Dataset excerpts:
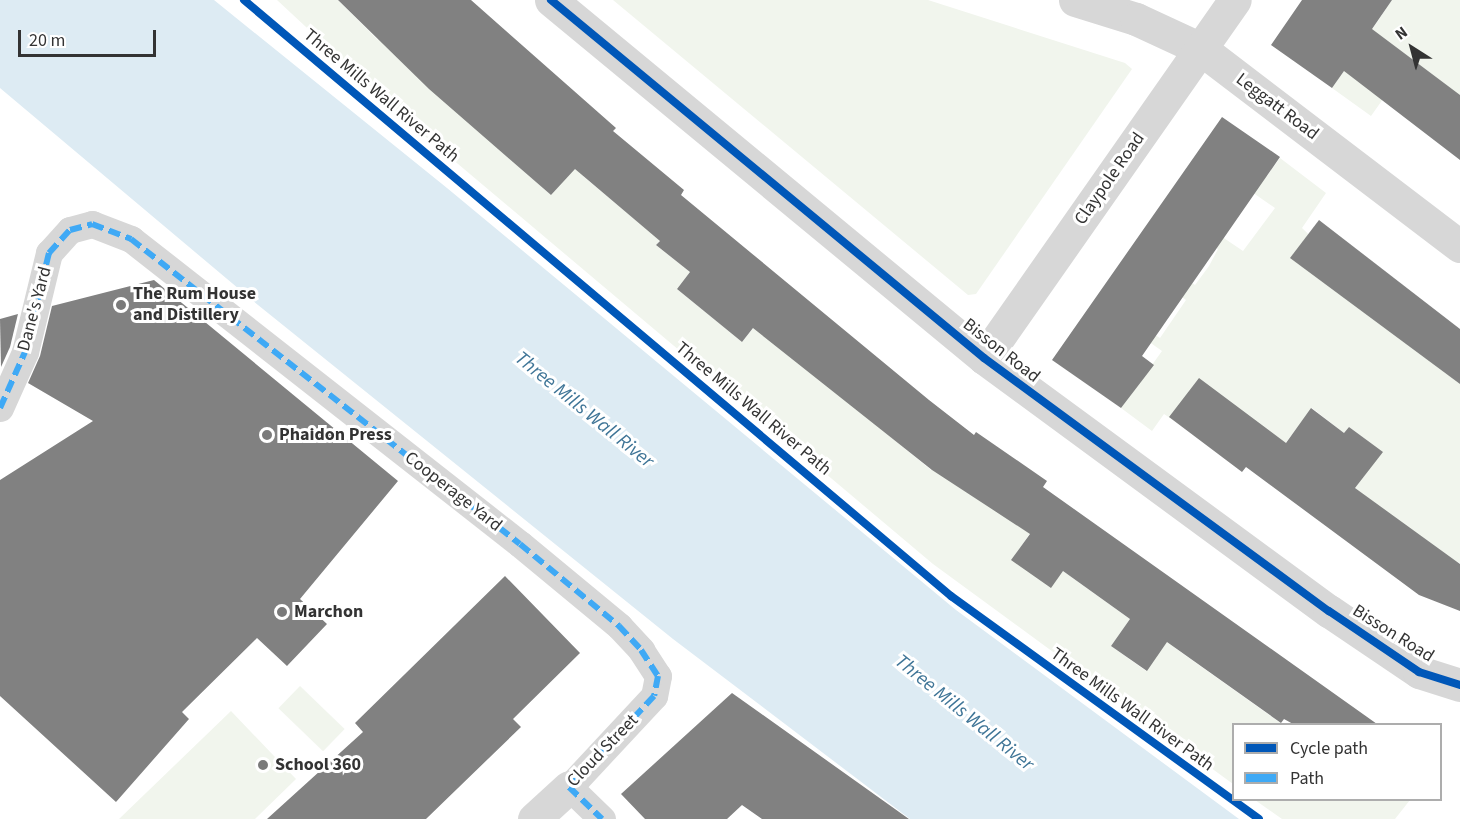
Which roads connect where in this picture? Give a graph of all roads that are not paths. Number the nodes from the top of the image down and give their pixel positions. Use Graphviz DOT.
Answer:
graph roads {
  1 [pos="551,0"];
  2 [pos="1075,0"];
  3 [pos="1235,0"];
  4 [pos="1201,49"];
  5 [pos="1460,246"];
  6 [pos="235,321"];
  7 [pos="984,358"];
  8 [pos="0,408"];
  9 [pos="658,676"];
  10 [pos="1460,685"];
  11 [pos="569,788"];
  12 [pos="534,819"];
  13 [pos="602,819"];
  1 -- 7 [label="street, Bisson Road"];
  2 -- 4 [label="street, Leggatt Road"];
  3 -- 4 [label="street, Claypole Road"];
  4 -- 5 [label="street, Leggatt Road"];
  4 -- 7 [label="street, Claypole Road"];
  6 -- 8 [label="street, Dane's Yard"];
  6 -- 9 [label="street, Cooperage Yard"];
  7 -- 10 [label="street, Bisson Road"];
  9 -- 11 [label="street, Cloud Street"];
  11 -- 12 [label="street, Cloud Street"];
  11 -- 13 [label="street"];
}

What this task involves:
A verbatim copy of the entries, stripped of pictures, should be produced.

Task result:
Which roads connect where in this picture? Give a graph of all roads that are not paths. Number the nodes from the top of the image down and give their pixel positions. Use Graphviz DOT.
Answer:
graph roads {
  1 [pos="551,0"];
  2 [pos="1075,0"];
  3 [pos="1235,0"];
  4 [pos="1201,49"];
  5 [pos="1460,246"];
  6 [pos="235,321"];
  7 [pos="984,358"];
  8 [pos="0,408"];
  9 [pos="658,676"];
  10 [pos="1460,685"];
  11 [pos="569,788"];
  12 [pos="534,819"];
  13 [pos="602,819"];
  1 -- 7 [label="street, Bisson Road"];
  2 -- 4 [label="street, Leggatt Road"];
  3 -- 4 [label="street, Claypole Road"];
  4 -- 5 [label="street, Leggatt Road"];
  4 -- 7 [label="street, Claypole Road"];
  6 -- 8 [label="street, Dane's Yard"];
  6 -- 9 [label="street, Cooperage Yard"];
  7 -- 10 [label="street, Bisson Road"];
  9 -- 11 [label="street, Cloud Street"];
  11 -- 12 [label="street, Cloud Street"];
  11 -- 13 [label="street"];
}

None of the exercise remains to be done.